Lotus Symphony took a while to install, the non-standard installer not helping as well. It installed completely.
StarOffice installed completely as well.
Usability
Word Processor
My first thoughts on seeing the Symphony UI: clunky. Taking an inordinate amount of screen space, on the right side of the screen no less, was a vertical toolbar a la Windows Vista’s Sidebar. It also had a GNOME-like feel to it. Aesthetically, it was pleasing….until you realized that the default visible buttons were inadequate for anything other than the most basic of editing tasks.
StarOffice had the Office 2003 interface working for it. Which still has some legs. However, the failings of that UI is also present in the fact that most commands are not exposed to the user; with most being two to three levels deep
Spreadsheet
Both programs sport a basic spreadsheet UI that is virtually generic.
Presentation
Here again, Lotus Symphony’s default page showed that annoying, rather large vertical toolbar.
StarOffice adhered mostly to the PowerPoint (pre 2007) convention, increasing usability.
Compatibility
Word Processing: For this test, I opened the three documents in both program: a 304-page mixed text and graphics document, a 799-page mostly text, (Microsoft Word) default settings document, and a 278-page text-only version of the New Testament, King James version.

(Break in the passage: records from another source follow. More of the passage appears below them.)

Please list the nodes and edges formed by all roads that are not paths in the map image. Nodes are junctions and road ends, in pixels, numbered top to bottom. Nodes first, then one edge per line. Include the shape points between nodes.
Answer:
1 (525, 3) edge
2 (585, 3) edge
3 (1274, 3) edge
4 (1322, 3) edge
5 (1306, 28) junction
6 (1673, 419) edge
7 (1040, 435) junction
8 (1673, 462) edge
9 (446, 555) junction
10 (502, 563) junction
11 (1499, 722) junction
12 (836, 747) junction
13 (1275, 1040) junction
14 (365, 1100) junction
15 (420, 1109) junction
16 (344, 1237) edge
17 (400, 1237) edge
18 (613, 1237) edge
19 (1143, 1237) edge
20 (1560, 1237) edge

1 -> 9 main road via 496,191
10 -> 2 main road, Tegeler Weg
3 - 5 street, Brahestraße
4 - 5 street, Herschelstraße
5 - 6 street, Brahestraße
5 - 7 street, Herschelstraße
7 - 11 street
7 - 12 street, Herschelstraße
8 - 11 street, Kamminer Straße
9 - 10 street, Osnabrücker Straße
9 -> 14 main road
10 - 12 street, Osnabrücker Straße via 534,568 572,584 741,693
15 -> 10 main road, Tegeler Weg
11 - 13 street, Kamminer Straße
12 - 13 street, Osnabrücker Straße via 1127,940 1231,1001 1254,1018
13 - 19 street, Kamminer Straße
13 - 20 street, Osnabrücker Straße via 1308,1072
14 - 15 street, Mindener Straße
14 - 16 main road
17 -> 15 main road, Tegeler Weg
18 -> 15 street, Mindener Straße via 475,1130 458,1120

The text-only New Testament opened just fine. In the other two documents, graphic elements were misplaced, with lots of unneeded white spaces.
Spreadsheet. For this test, I opened three documents: a small spreadsheet consisting of 6 tabs and a maximum of 400 rows by 6 columns, a spreadsheet consisting of 5 sections and a 2500 rows by 13 columns, and a graphics-heavy 20-section spreadsheet. Somewhat accordingly, this last document presented the most problems, with graphic elements strewed randomly across the page.

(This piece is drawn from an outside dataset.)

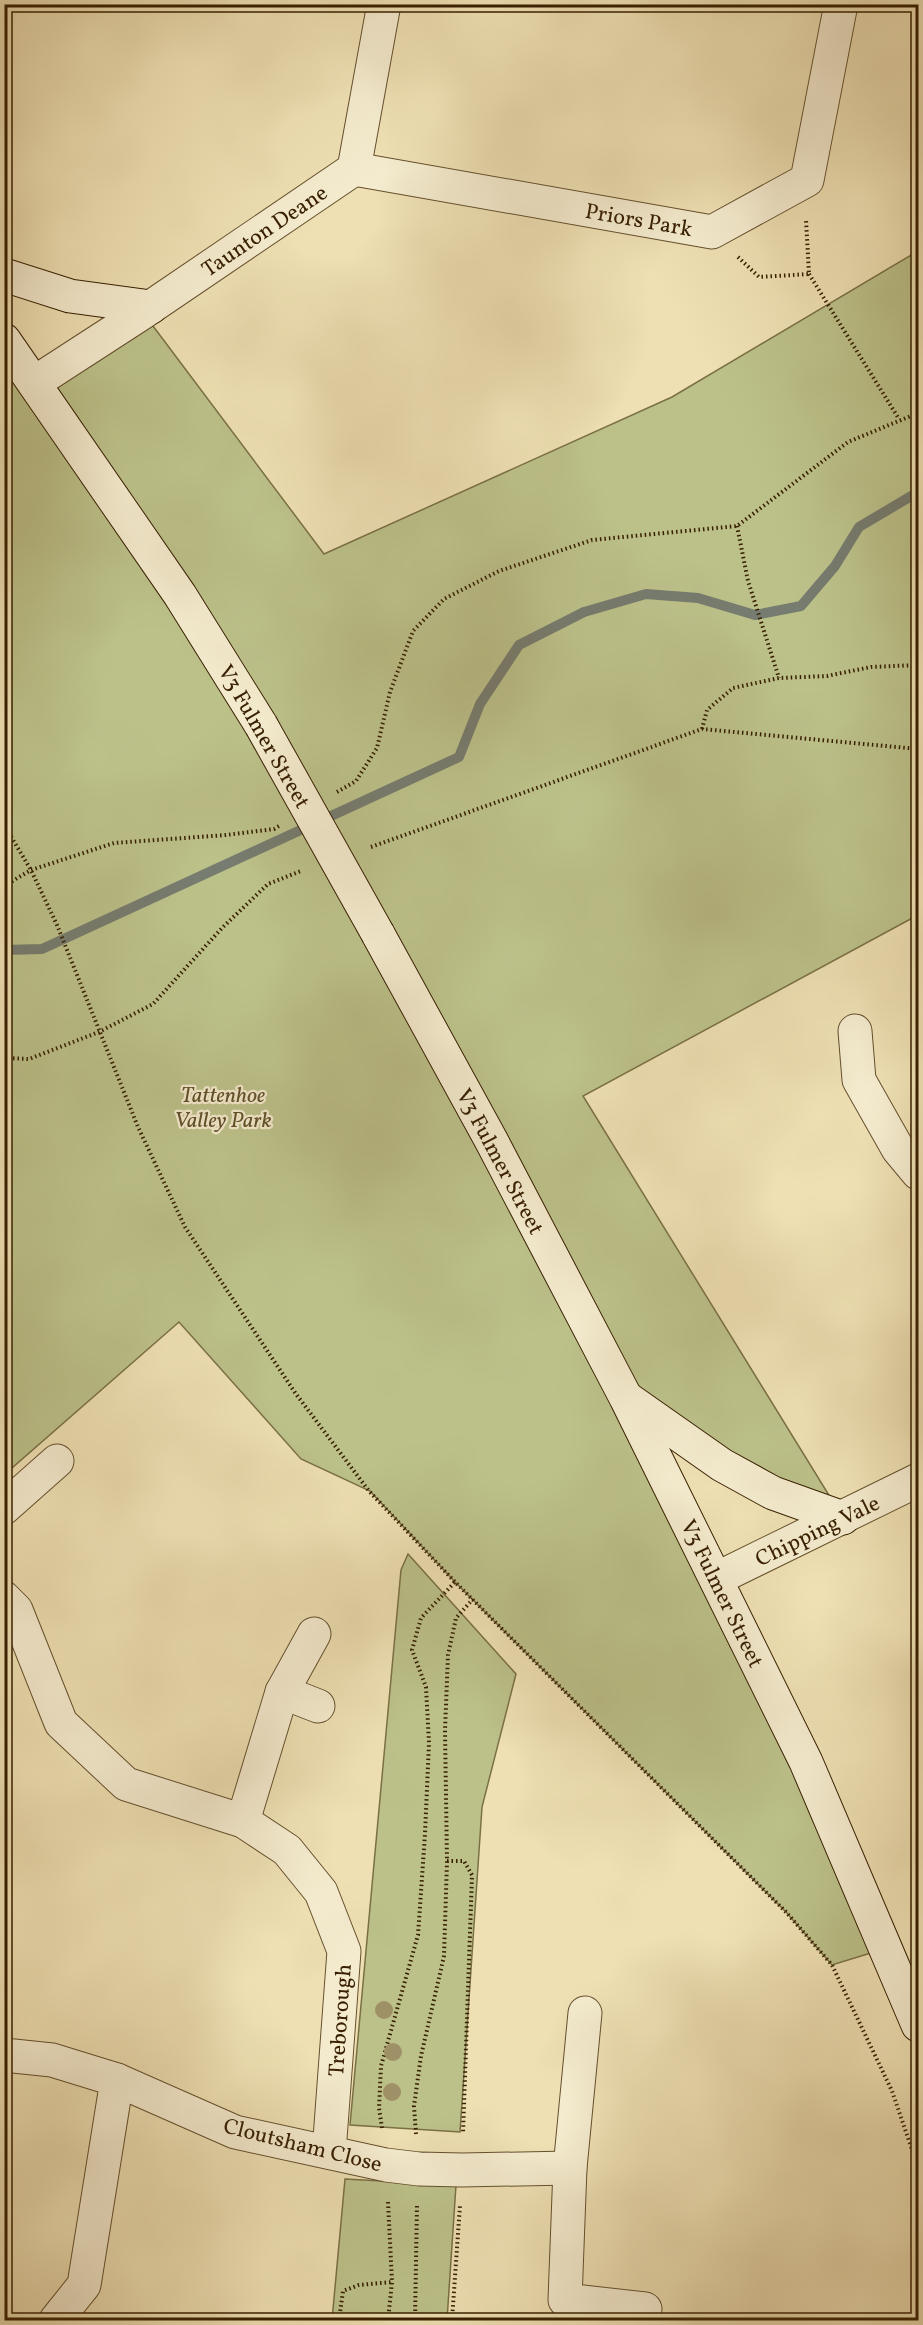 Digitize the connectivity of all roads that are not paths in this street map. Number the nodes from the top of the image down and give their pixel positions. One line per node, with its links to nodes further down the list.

Presentation: I used a 36-slide deck, a 46-slide deck, and a 32-slide deck for this test. While the programs opened the documents, it was bewildering to note that some of the text was off kilter. In fact, in one of the slides, some of the text had achieved a 180-degree rotation during conversion!
Without a doubt, both suites could open pre 2007-era Microsoft Office documents.
However, there were numerous artifacts and errors in the presented documents. For basic text, this would not be a big deal, but for companies with a large inventory of elaborate documents, this issue would become problematic very quickly, requiring some reformatting, and probably a labor position created to do just that.
Conclusions
I came away impressed at the improvements in the OpenOffice suites with respect to compatibility with Microsoft Office.
However, all is not well.
Document fidelity is a BIG problem. For inventoried documents of all sorts, this could lead to a catastrophe.
In functionality, the suites are OK if rudimentary documents are all that need to be created. For which I ask, why not use the (free) included WordPad applet in each and every copy of Microsoft Windows?
IBM Lotus Symphony. While this is a beta, it fails miserably. It is slow; very, very slow.
The UI frankly sucks. It is about as counterintuitive as one can get, sort of harking back to a warmed-over OS/2 Presentation Manager UI which, at that time, aimed to shatter the norm and attempted to introduce a new paradigm into graphical computing interfaces.
Furthermore, a feature (I hope it is a bug!) of the program disallows opening more than one document at a time from Windows Explorer. It takes forever to open/convert Microsoft Office documents, and it allows no customizations other that selecting/deselecting allowing the program to run when Windows launches. I forgot: clicking ‘OPEN’ in any of Symphony’s applications, starts a new document! Yes, in Symphonyland, OPEN=NEW! Do I have to mention the training requirements?
Lotus Symphony: A NOT READY FOR PRIME TIME player.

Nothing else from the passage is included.